更に、インスリン自己抗体を別個に測定することにより、精度の高い1型糖尿病やSPIDDMの診断が可能になる。また、操作の簡便性のために、本発明のGAD抗体測定キットの中に、インスリン自己抗体の検出試剤を添加して置くことによって、同時に2種の抗体の合計を測定できるようになる。このことにより、患者の病態や病態の進捗状況により、それぞれの抗体の陽性率に差が生まれ、発症を見落とすことを回避できる。即ち、本発明の改良ICT−EIA法により、1型糖尿病およびSPIDDMの診断確度を更に高めることができるようになる。

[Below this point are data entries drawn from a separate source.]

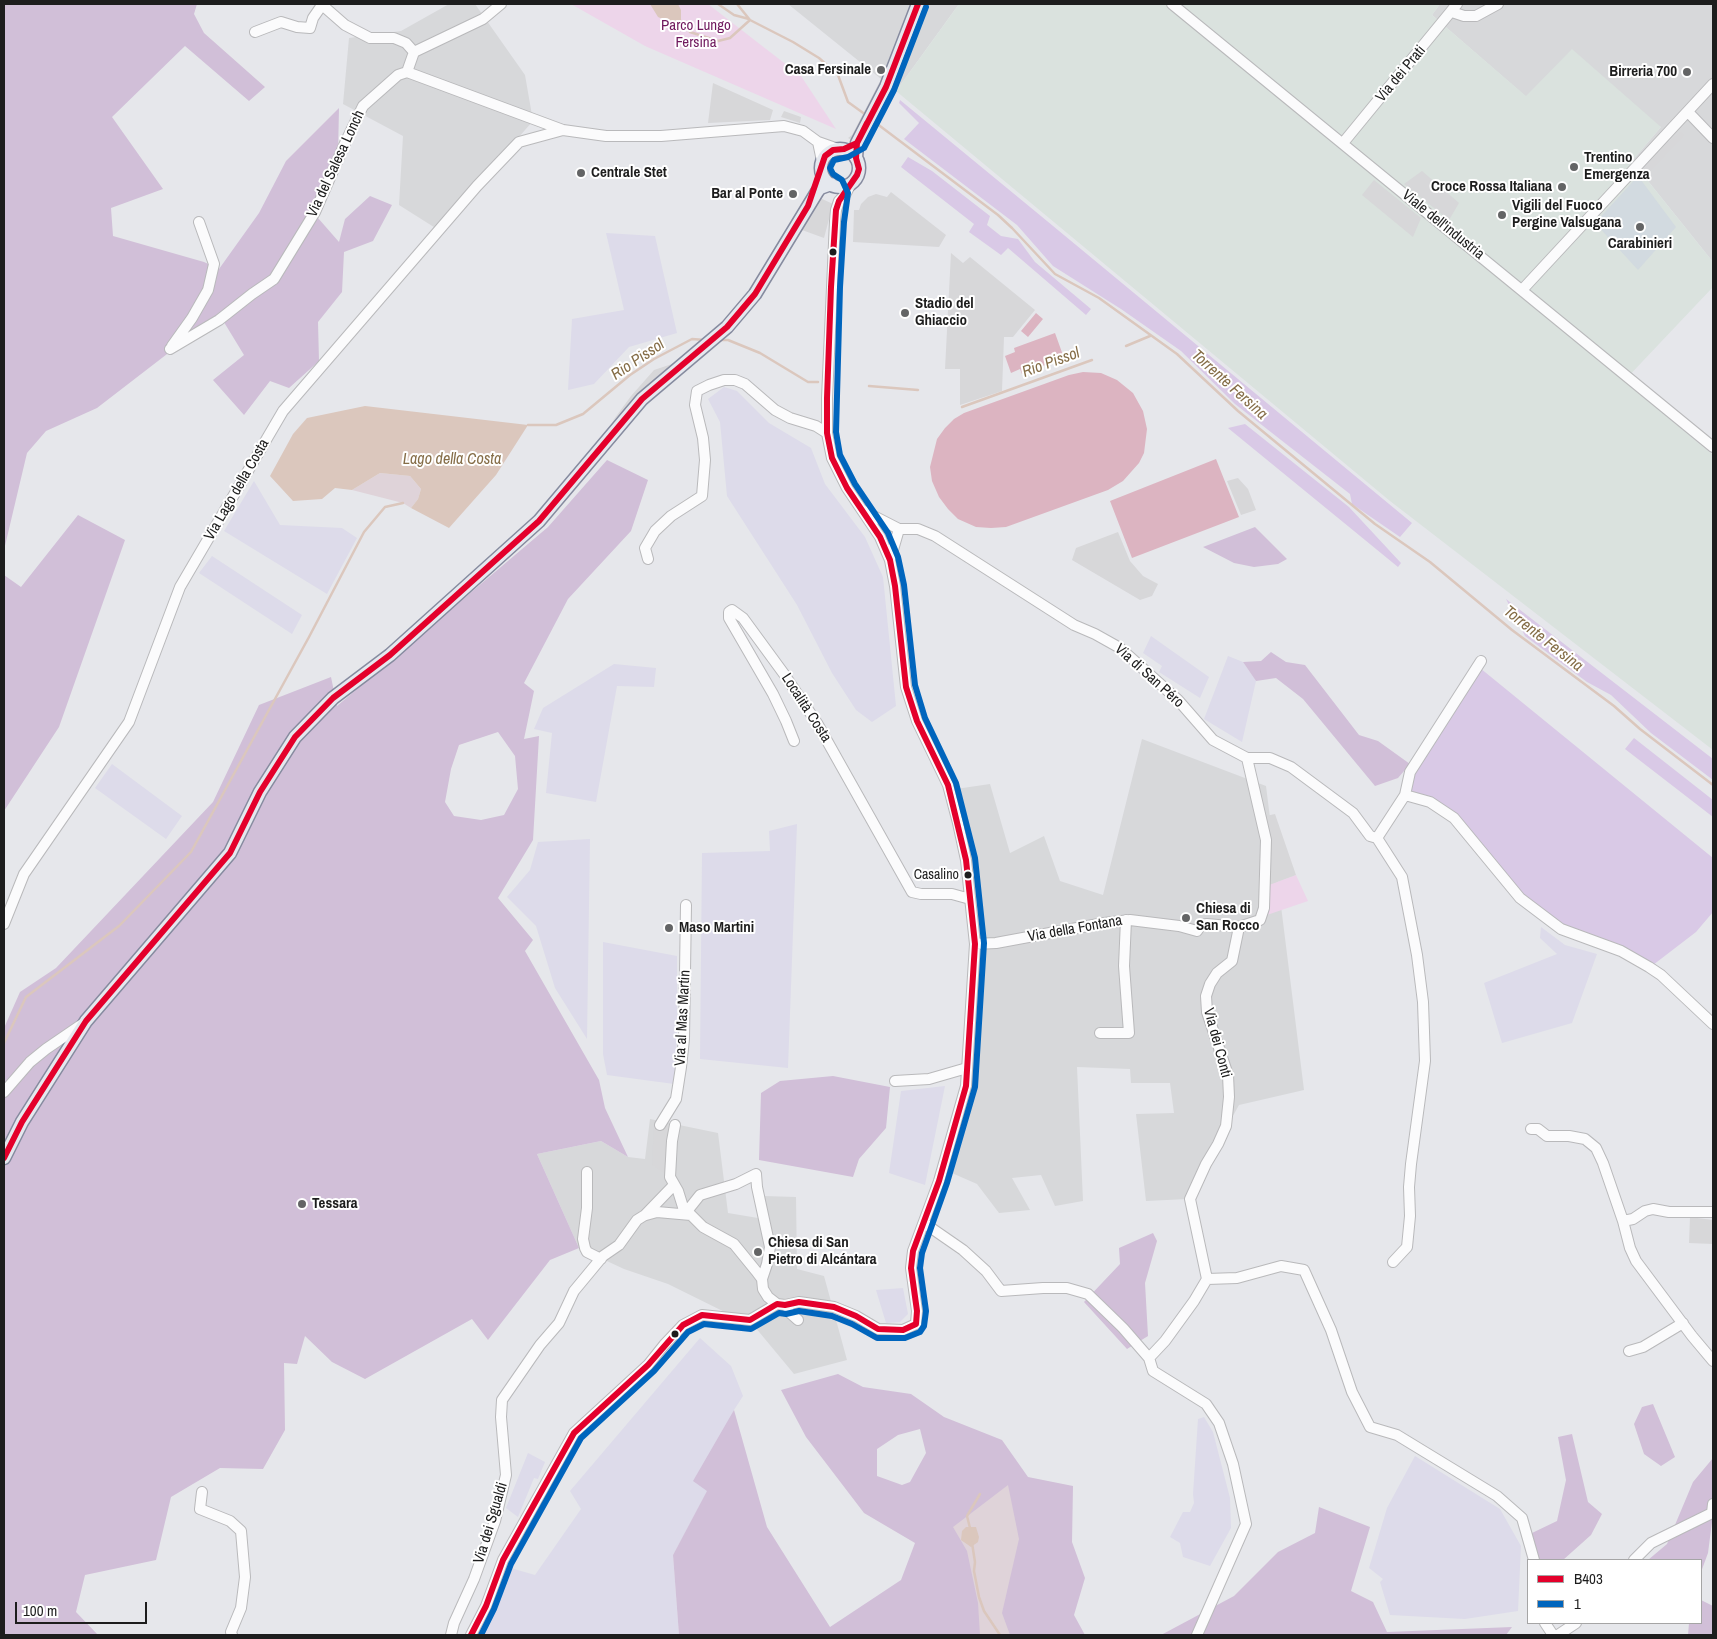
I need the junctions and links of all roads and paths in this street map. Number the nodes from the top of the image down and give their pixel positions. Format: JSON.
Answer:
{"nodes":[{"id":1,"x":501,"y":4,"type":"edge"},
{"id":2,"x":918,"y":4,"type":"edge"},
{"id":3,"x":1172,"y":4,"type":"edge"},
{"id":4,"x":1498,"y":4,"type":"edge"},
{"id":5,"x":321,"y":5,"type":"edge"},
{"id":6,"x":1454,"y":8,"type":"edge"},
{"id":7,"x":256,"y":32,"type":"dead end"},
{"id":8,"x":414,"y":52,"type":"junction"},
{"id":9,"x":408,"y":72,"type":"junction"},
{"id":10,"x":1713,"y":84,"type":"edge"},
{"id":11,"x":1688,"y":112,"type":"junction"},
{"id":12,"x":563,"y":130,"type":"junction"},
{"id":13,"x":1713,"y":138,"type":"edge"},
{"id":14,"x":818,"y":142,"type":"junction"},
{"id":15,"x":857,"y":143,"type":"junction"},
{"id":16,"x":1343,"y":143,"type":"junction"},
{"id":17,"x":841,"y":149,"type":"junction"},
{"id":18,"x":856,"y":158,"type":"junction"},
{"id":19,"x":822,"y":165,"type":"junction"},
{"id":20,"x":852,"y":182,"type":"junction"},
{"id":21,"x":833,"y":185,"type":"junction"},
{"id":22,"x":840,"y":201,"type":"junction"},
{"id":23,"x":808,"y":206,"type":"junction"},
{"id":24,"x":199,"y":222,"type":"dead end"},
{"id":25,"x":1522,"y":290,"type":"junction"},
{"id":26,"x":827,"y":433,"type":"junction"},
{"id":27,"x":1713,"y":446,"type":"edge"},
{"id":28,"x":862,"y":510,"type":"junction"},
{"id":29,"x":895,"y":527,"type":"junction"},
{"id":30,"x":880,"y":538,"type":"junction"},
{"id":31,"x":648,"y":559,"type":"dead end"},
{"id":32,"x":890,"y":560,"type":"junction"},
{"id":33,"x":1481,"y":662,"type":"dead end"},
{"id":34,"x":794,"y":741,"type":"dead end"},
{"id":35,"x":1247,"y":758,"type":"junction"},
{"id":36,"x":1405,"y":794,"type":"junction"},
{"id":37,"x":1376,"y":838,"type":"junction"},
{"id":38,"x":970,"y":898,"type":"junction"},
{"id":39,"x":686,"y":905,"type":"dead end"},
{"id":40,"x":1126,"y":920,"type":"junction"},
{"id":41,"x":4,"y":924,"type":"edge"},
{"id":42,"x":1239,"y":927,"type":"junction"},
{"id":43,"x":975,"y":944,"type":"junction"},
{"id":44,"x":86,"y":1022,"type":"junction"},
{"id":45,"x":1713,"y":1024,"type":"edge"},
{"id":46,"x":1100,"y":1033,"type":"dead end"},
{"id":47,"x":967,"y":1068,"type":"junction"},
{"id":48,"x":894,"y":1081,"type":"dead end"},
{"id":49,"x":4,"y":1092,"type":"edge"},
{"id":50,"x":660,"y":1125,"type":"dead end"},
{"id":51,"x":675,"y":1125,"type":"dead end"},
{"id":52,"x":1531,"y":1129,"type":"dead end"},
{"id":53,"x":4,"y":1158,"type":"edge"},
{"id":54,"x":587,"y":1172,"type":"dead end"},
{"id":55,"x":674,"y":1185,"type":"junction"},
{"id":56,"x":1713,"y":1212,"type":"edge"},
{"id":57,"x":690,"y":1213,"type":"junction"},
{"id":58,"x":645,"y":1215,"type":"junction"},
{"id":59,"x":1624,"y":1221,"type":"junction"},
{"id":60,"x":924,"y":1223,"type":"junction"},
{"id":61,"x":601,"y":1259,"type":"junction"},
{"id":62,"x":1393,"y":1262,"type":"dead end"},
{"id":63,"x":1207,"y":1279,"type":"junction"},
{"id":64,"x":762,"y":1280,"type":"junction"},
{"id":65,"x":782,"y":1304,"type":"junction"},
{"id":66,"x":798,"y":1320,"type":"dead end"},
{"id":67,"x":1683,"y":1323,"type":"junction"},
{"id":68,"x":1629,"y":1351,"type":"dead end"},
{"id":69,"x":1150,"y":1358,"type":"junction"},
{"id":70,"x":1713,"y":1361,"type":"edge"},
{"id":71,"x":202,"y":1492,"type":"dead end"},
{"id":72,"x":1713,"y":1504,"type":"edge"},
{"id":73,"x":1534,"y":1559,"type":"edge"},
{"id":74,"x":1635,"y":1559,"type":"edge"},
{"id":75,"x":1544,"y":1624,"type":"edge"},
{"id":76,"x":1574,"y":1624,"type":"edge"},
{"id":77,"x":232,"y":1635,"type":"edge"},
{"id":78,"x":451,"y":1635,"type":"edge"},
{"id":79,"x":471,"y":1635,"type":"edge"},
{"id":80,"x":1197,"y":1635,"type":"edge"},
{"id":81,"x":1553,"y":1635,"type":"edge"},
{"id":82,"x":1558,"y":1635,"type":"edge"}],
"edges":[{"from":1,"to":8,"type":"street"},
{"from":2,"to":15,"type":"main road"},
{"from":3,"to":16,"type":"street","name":"Viale dell'industria"},
{"from":4,"to":6,"type":"street"},
{"from":5,"to":7,"type":"street"},
{"from":5,"to":8,"type":"street"},
{"from":6,"to":16,"type":"street","name":"Via dei Prati"},
{"from":8,"to":9,"type":"street"},
{"from":9,"to":12,"type":"street"},
{"from":9,"to":24,"type":"street","name":"Via del Salesa Lonch"},
{"from":10,"to":11,"type":"street"},
{"from":11,"to":13,"type":"street"},
{"from":11,"to":25,"type":"street"},
{"from":12,"to":14,"type":"street"},
{"from":12,"to":41,"type":"street","name":"Via Lago della Costa"},
{"from":14,"to":17,"type":"street"},
{"from":14,"to":19,"type":"street"},
{"from":15,"to":17,"type":"main road"},
{"from":15,"to":18,"type":"main road"},
{"from":16,"to":25,"type":"street","name":"Viale dell'industria"},
{"from":17,"to":18,"type":"main road"},
{"from":17,"to":19,"type":"main road"},
{"from":18,"to":20,"type":"main road"},
{"from":19,"to":21,"type":"main road"},
{"from":19,"to":23,"type":"main road"},
{"from":20,"to":21,"type":"main road"},
{"from":20,"to":22,"type":"street"},
{"from":21,"to":22,"type":"street"},
{"from":21,"to":23,"type":"main road"},
{"from":22,"to":26,"type":"street"},
{"from":23,"to":44,"type":"main road"},
{"from":25,"to":27,"type":"street","name":"Viale dell'industria"},
{"from":26,"to":28,"type":"street"},
{"from":26,"to":31,"type":"street"},
{"from":28,"to":29,"type":"street"},
{"from":28,"to":30,"type":"street"},
{"from":29,"to":30,"type":"street"},
{"from":29,"to":32,"type":"street"},
{"from":29,"to":35,"type":"street","name":"Via di San Péro"},
{"from":30,"to":32,"type":"street"},
{"from":32,"to":38,"type":"street"},
{"from":33,"to":36,"type":"street"},
{"from":34,"to":38,"type":"street","name":"Località Costa"},
{"from":35,"to":37,"type":"street"},
{"from":35,"to":42,"type":"street","name":"Via della Fontana"},
{"from":36,"to":37,"type":"street"},
{"from":36,"to":45,"type":"street"},
{"from":37,"to":62,"type":"street"},
{"from":38,"to":43,"type":"street"},
{"from":39,"to":50,"type":"street","name":"Via al Mas Martin"},
{"from":40,"to":42,"type":"street","name":"Via della Fontana"},
{"from":40,"to":43,"type":"street","name":"Via della Fontana"},
{"from":40,"to":46,"type":"street"},
{"from":42,"to":63,"type":"street","name":"Via dei Conti"},
{"from":43,"to":47,"type":"street"},
{"from":44,"to":49,"type":"street"},
{"from":44,"to":53,"type":"main road"},
{"from":47,"to":48,"type":"street"},
{"from":47,"to":60,"type":"street"},
{"from":51,"to":55,"type":"street"},
{"from":52,"to":59,"type":"street"},
{"from":54,"to":61,"type":"street"},
{"from":55,"to":57,"type":"street"},
{"from":55,"to":58,"type":"street","name":"Via dei Sgualdi"},
{"from":56,"to":59,"type":"street"},
{"from":57,"to":58,"type":"street"},
{"from":57,"to":64,"type":"street"},
{"from":57,"to":64,"type":"street"},
{"from":58,"to":61,"type":"street","name":"Via dei Sgualdi"},
{"from":59,"to":67,"type":"street"},
{"from":60,"to":65,"type":"street"},
{"from":60,"to":69,"type":"street"},
{"from":61,"to":78,"type":"street","name":"Via dei Sgualdi"},
{"from":63,"to":69,"type":"street"},
{"from":63,"to":73,"type":"street"},
{"from":64,"to":65,"type":"street"},
{"from":65,"to":66,"type":"street"},
{"from":65,"to":79,"type":"street"},
{"from":67,"to":68,"type":"street"},
{"from":67,"to":70,"type":"street"},
{"from":69,"to":80,"type":"street"},
{"from":71,"to":77,"type":"street"},
{"from":72,"to":74,"type":"street"},
{"from":75,"to":81,"type":"street"},
{"from":76,"to":82,"type":"street"}]}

図2は、GAD抗体に対する各ICT−EIA法および市販されているELISA kitの検出感度の比較を表わした図である。健常者の血清で希釈した1型糖尿病患者血清をICT−EIA−1法およびICT−EIA−2法、市販されているELISA kitを用いて測定し、GAD抗体の検出感度を比較した。○はICT−EIA−1法、●はICT−EIA−2法、◇はELISA kitによる測定を表している。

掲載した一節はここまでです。